United States Army general (1863–1924)

Major General Walter Henry Gordon (June 24, 1863 – April 26, 1924) was a decorated officer in the United States Army. A veteran of the Philippine–American War, he is most noted for his service as commanding general (CG) of the 6th Division, which saw heavy fighting during the Meuse–Argonne offensive, the largest battle in the history of the United States Army, in late 1918.

==Early military career==
Walter Henry Gordon was born on June 24, 1863, in Artonish, Mississippi, as the son of William Crawford and Mary (Lewis) Gordon. Following high school, Gordon received an appointment to the United States Military Academy (USMA) at West Point, New York, in 1882. He graduated 53rd of 77 with a bachelor of Science degree and was commissioned as a second lieutenant in the Infantry Branch of the United States Army on July 1, 1886.

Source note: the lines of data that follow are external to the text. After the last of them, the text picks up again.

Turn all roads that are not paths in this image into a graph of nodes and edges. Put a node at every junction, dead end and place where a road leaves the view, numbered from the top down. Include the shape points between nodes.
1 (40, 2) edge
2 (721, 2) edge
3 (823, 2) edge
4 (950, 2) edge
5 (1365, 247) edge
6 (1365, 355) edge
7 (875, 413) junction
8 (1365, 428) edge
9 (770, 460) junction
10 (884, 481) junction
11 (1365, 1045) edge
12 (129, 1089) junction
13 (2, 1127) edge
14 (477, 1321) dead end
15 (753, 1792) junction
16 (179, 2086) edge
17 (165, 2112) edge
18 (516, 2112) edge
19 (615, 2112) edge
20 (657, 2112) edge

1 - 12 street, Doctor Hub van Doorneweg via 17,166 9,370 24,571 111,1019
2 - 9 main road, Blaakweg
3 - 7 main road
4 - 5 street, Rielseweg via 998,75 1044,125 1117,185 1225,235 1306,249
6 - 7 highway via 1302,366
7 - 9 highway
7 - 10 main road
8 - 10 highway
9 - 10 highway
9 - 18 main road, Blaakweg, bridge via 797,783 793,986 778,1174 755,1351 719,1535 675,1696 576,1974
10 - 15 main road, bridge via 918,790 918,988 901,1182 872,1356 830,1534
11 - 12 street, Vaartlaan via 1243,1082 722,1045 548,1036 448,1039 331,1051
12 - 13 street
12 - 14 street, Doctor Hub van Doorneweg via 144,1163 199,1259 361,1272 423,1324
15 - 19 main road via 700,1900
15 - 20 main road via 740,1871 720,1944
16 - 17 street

Gordon spent his years at the academy in the great company of future distinguished men and many of his classmates became general officers later. For example: John J. Pershing, Avery D. Andrews, Chauncey B. Baker, Charles C. Ballou, Malvern H. Barnum, Jesse McI. Carter, George B. Duncan, William H. Hay, Arthur Johnson, Albert D. Kniskern, Edward M. Lewis, Frank McIntyre, John E. McMahon, James McRae, Charles T. Menoher, Thomas B. Mott, Henry C. Newcomer, Mason Patrick, Julius Penn, Benjamin A. Poore, Thomas H. Rees, Peter E. Traub, Charles C. Walcutt Jr. or Frank L. Winn.

He was subsequently ordered to the Madison Barracks, Sackets Harbor, New York, where he joined the 12th Infantry Regiment. Gordon served there until July 1887, when his regiment was transferred to Fort Yates, North Dakota, for frontier duty during the Indian Wars. In November 1890, he was ordered to Willet's Point, where he attended the instruction at the Torpedo School.

Gordon was promoted to first lieutenant in November 1892 and joined the 18th Infantry Regiment at Fort Leavenworth, Kansas. He served there until June 1893, when he was transferred to Chicago for temporary duty during World's Columbian Exposition. In March 1894, he was attached for garrison duty to Fort Bliss, Texas, and remained there until September of that year. Gordon then assumed duty as Professor of Military Science and Tactics at the Louisiana State University in Baton Rouge, Louisiana.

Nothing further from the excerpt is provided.